Will Hoid's character arc, as well as the whole Adonalsium arc, get a satisfactory conclusion eventually?

Brandon Sanderson (paraphrased)

It depends on what Brandon decides to do. We also might or might not get the rest of the story (pre-story). From a market standpoint it's not wise, simply because if the books require you to have read 32 other books before you read them it doesn't make sense to work on them. However, if the demand is high enough he MIGHT do them after all of the rest of the cosmere books.
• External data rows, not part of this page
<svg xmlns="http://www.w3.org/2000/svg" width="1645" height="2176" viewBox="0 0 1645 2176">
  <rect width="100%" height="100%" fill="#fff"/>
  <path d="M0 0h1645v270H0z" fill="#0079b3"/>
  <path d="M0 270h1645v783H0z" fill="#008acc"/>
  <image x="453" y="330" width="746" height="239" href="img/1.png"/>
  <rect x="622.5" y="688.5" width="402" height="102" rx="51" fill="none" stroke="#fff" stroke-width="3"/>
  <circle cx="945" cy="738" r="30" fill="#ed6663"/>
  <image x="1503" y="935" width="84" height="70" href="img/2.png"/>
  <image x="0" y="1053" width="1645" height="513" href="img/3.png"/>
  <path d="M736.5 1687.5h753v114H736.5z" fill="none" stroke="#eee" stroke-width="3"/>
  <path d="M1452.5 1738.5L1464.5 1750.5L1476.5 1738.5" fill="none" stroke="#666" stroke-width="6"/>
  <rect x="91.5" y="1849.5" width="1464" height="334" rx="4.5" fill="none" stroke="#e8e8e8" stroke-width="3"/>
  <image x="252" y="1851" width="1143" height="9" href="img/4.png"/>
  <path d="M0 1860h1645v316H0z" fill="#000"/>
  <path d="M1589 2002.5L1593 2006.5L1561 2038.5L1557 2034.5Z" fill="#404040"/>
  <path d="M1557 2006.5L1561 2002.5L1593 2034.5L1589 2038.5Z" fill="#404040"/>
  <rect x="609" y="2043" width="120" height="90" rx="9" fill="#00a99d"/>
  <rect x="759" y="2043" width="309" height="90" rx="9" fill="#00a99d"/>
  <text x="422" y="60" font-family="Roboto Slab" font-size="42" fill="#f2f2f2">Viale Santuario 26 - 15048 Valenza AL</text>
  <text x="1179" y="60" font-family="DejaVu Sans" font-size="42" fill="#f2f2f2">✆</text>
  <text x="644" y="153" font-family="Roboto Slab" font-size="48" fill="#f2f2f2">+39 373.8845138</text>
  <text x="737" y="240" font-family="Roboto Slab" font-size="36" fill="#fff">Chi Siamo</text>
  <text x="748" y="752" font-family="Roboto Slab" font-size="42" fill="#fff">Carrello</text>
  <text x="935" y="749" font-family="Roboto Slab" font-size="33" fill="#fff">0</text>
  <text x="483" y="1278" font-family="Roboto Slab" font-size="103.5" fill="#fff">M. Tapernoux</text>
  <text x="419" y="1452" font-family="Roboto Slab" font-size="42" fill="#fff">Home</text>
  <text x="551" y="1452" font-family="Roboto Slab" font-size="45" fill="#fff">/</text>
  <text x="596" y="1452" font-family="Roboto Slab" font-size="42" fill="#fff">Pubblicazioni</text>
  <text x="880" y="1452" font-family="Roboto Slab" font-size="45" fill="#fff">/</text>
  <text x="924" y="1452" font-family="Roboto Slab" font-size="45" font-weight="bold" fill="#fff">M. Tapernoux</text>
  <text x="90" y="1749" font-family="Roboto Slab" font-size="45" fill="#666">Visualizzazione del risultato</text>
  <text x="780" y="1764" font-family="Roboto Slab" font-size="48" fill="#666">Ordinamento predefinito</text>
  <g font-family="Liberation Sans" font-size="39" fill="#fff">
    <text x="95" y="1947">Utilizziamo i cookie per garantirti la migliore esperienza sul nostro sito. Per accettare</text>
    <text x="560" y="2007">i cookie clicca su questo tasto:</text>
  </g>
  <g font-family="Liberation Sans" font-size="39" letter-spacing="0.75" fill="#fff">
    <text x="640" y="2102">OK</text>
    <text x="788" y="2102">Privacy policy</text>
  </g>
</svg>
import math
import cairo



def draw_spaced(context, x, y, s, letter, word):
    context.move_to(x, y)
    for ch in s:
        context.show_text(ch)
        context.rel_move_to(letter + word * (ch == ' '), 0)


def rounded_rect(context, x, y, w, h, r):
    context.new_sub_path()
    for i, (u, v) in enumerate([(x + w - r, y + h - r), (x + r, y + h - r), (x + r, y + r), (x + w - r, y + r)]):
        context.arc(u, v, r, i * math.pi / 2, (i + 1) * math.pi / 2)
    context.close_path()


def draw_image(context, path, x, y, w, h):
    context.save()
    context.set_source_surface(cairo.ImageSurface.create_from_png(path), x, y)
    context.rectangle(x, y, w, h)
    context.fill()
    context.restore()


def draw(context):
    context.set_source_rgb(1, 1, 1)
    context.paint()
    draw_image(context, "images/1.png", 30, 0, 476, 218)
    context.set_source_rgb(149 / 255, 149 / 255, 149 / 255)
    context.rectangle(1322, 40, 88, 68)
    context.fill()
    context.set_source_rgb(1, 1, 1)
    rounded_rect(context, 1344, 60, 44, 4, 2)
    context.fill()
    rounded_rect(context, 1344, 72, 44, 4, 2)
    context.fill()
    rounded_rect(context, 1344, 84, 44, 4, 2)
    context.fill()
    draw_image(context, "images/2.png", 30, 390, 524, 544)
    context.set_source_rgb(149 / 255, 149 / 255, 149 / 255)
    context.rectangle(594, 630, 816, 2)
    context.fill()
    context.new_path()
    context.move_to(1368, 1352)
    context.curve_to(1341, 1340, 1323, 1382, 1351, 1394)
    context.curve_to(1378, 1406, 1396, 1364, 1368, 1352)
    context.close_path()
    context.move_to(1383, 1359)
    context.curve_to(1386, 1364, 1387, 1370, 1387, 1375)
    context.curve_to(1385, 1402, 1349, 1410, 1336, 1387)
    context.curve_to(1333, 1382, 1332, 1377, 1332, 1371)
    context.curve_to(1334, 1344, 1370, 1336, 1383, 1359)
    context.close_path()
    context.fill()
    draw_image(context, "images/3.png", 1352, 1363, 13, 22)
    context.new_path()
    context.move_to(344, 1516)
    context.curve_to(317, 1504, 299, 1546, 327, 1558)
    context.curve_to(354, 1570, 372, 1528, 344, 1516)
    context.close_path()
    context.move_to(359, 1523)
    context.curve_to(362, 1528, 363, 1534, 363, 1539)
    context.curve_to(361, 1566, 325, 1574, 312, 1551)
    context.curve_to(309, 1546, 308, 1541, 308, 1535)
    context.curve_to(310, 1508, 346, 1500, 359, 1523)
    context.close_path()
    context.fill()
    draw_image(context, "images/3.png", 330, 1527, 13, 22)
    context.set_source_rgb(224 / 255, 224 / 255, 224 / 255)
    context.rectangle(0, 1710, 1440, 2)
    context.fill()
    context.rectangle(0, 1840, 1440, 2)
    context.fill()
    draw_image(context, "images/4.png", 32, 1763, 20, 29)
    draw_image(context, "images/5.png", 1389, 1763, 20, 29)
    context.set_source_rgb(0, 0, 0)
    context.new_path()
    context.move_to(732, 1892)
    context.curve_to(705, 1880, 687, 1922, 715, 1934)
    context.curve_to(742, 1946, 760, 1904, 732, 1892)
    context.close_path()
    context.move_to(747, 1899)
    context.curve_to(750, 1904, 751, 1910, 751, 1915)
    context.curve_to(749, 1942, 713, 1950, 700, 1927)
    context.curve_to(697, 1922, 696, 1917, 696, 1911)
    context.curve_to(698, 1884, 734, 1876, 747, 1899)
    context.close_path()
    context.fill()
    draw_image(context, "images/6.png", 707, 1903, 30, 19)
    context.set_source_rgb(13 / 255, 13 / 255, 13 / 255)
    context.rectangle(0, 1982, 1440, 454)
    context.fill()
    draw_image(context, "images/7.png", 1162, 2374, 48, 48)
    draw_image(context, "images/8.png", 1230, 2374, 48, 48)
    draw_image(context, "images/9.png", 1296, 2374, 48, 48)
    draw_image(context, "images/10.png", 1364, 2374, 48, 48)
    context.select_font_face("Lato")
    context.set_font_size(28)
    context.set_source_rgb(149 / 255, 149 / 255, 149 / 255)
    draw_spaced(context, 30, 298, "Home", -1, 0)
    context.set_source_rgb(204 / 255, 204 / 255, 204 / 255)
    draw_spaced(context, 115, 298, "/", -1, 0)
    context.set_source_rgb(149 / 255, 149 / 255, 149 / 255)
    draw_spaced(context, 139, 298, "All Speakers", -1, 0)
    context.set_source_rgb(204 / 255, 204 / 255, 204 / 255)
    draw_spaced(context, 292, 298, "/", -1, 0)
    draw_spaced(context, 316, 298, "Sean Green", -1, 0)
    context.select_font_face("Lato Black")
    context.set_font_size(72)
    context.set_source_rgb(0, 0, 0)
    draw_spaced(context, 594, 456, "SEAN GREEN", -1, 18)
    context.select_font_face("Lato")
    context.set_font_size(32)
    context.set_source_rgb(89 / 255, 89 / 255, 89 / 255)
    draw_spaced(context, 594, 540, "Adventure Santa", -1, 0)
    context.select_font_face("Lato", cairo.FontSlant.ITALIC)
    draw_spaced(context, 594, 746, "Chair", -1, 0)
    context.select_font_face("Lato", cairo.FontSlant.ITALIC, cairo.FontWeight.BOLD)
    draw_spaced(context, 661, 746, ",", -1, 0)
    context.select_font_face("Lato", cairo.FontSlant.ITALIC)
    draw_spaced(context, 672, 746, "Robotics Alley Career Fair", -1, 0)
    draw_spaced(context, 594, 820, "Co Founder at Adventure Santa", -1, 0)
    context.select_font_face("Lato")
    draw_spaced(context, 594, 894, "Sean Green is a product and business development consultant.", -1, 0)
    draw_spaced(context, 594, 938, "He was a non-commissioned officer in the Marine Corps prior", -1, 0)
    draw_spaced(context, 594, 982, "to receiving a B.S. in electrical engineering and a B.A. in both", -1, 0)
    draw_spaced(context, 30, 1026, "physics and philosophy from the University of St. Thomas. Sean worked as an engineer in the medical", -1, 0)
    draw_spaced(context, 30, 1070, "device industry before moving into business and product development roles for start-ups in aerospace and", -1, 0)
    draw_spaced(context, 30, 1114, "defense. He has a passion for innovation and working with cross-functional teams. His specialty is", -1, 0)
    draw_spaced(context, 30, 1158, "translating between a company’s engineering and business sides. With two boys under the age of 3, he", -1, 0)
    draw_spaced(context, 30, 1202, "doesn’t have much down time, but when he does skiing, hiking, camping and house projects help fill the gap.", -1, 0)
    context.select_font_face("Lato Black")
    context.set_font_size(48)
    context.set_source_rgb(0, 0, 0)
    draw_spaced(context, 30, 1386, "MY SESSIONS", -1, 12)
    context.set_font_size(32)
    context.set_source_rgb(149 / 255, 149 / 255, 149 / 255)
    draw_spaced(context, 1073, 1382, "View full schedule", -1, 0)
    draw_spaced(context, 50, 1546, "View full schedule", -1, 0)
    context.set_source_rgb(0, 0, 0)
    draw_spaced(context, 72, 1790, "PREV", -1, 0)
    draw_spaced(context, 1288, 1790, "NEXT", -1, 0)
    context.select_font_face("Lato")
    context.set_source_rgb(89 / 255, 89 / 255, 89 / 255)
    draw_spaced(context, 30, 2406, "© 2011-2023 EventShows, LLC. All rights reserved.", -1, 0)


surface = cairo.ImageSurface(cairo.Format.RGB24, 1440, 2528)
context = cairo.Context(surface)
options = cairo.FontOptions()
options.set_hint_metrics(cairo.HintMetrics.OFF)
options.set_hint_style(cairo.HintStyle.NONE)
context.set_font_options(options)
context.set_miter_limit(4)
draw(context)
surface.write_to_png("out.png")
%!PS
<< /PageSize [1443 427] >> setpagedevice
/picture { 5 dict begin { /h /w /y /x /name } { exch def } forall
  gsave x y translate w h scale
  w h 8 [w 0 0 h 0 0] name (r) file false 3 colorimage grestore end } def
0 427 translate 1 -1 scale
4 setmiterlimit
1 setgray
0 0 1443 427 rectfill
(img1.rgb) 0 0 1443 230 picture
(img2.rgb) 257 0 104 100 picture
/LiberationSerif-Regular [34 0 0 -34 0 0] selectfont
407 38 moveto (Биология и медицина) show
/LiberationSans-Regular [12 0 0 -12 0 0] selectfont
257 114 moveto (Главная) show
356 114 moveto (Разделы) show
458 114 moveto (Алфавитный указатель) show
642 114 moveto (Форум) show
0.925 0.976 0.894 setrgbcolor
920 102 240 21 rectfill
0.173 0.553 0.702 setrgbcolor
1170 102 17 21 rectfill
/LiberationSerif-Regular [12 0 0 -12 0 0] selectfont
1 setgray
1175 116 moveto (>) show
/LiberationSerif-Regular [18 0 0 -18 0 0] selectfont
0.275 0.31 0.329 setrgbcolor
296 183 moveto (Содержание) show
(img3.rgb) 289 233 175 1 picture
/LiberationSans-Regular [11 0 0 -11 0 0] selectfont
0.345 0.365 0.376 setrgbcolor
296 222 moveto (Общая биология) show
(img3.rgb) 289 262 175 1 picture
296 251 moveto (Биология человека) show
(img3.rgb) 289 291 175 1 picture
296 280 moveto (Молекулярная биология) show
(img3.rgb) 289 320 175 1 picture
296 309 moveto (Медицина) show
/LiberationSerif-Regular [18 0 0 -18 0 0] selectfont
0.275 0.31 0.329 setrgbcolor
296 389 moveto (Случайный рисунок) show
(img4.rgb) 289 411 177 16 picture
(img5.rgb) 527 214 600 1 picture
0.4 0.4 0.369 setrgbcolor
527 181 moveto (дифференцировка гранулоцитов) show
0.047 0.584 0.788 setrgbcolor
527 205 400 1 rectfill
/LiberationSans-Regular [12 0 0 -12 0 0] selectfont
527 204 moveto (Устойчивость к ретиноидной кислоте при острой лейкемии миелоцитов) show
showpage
Oathbringer San Diego signing ()
#515 Copy

Questioner

Is Hoid an avatar from Autonomy?

Brandon Sanderson

No. Good question. He is independent.

Questioner

He's human, but he's more than human? He's changed from all the places he's been?

Brandon Sanderson

Even before that he's not exactly one hundred percent human anymore. But he's his own agent. He's not an avatar of somebody.

Dark Talent release party ()
#520 Copy

Windrunner Savant (paraphrased)

I asked for a random fact about Hoid.

Brandon Sanderson (paraphrased)

He was hesitant at first, and after a bit, and me begging for even something inconsequential, he responded: "In the next book people will think he is helping them, but he is really helping himself."

Windrunner Savant (paraphrased)

I pushed by what he meant by "next book".

Brandon Sanderson (paraphrased)

He refused to answer.

Firefight Chicago signing ()
#523 Copy

Questioner

In, I believe it was, Well of Ascension, when Hoid-- Vin was going to talk to Hoid and get information but she sensed something.

Brandon Sanderson

Yes, she did.

Questioner

Can you reveal anything about that.

Brandon Sanderson

Nope!

Questioner

Okay.

Brandon Sanderson

But you can have a RAFO card... Do you have a theory?

Questioner

No, I don't.

Kurkistan

Spidey-sense.

Brandon Sanderson

The clues are all there. They're very obscure.

Argent/Kurkistan

*theorize*

Brandon Sanderson

*mock-annoyed* Stop theorizing! I shouldn't have said anything.

Skyward Pre-Release AMA ()
#524 Copy

mraize7

Can [Kelsier] and [Hoid] be friends or companions or allies?

Brandon Sanderson

Well, anything CAN happen--but for now, I'll let their interaction on screen speak for itself.

But feel free to imagine anything you would like, for yourself. It will be a while before I can get back to this particular interaction.

Skyward release party ()
#527 Copy

Questioner

After Stormlight, Wit was far and away my favorite characters. One of my friends came to me and heard I really liked Wit, and he's like, "Oh yeah. His name is Hoid, he's a worldhopper, he's in a ton of cosmere books. So I went and read a bunch of the other cosmere related books. Why's he so different? Like, in Mistborn, he shows up as a beggar/informant for half a page?

Brandon Sanderson

So there's a couple reasons for this. One is, there are certain books where he is a character and other books where I'm just writing him as a cameo. Most of the books I'm just doing a cameo for him. Stormlight's where you see the most of him until he gets his own book.

The other reason was, at the beginning, I wasn't sure how much people would be interested in behind-the-scenes stuff, and so I was very sparing with it in the early books. You won't see a lot of him until Warbreaker, and even then he's only in a chapter. Even in Wax and Wayne books, you only see glimpses of him. There will be other books he'll be a bigger part in, but if you like Wit, Stormlight's your jam.

White Sand vol.1 release party ()
#528 Copy

Questioner

Has Hoid ever submitted a painting to the Court of Gods?

Brandon Sanderson

Hoid has... potentially submitted a painting. *group laughs* That's something he would do. But I have to say that as, "Brandon says that's something he would do. And 'sure.'" But that's not out of the notes or anything.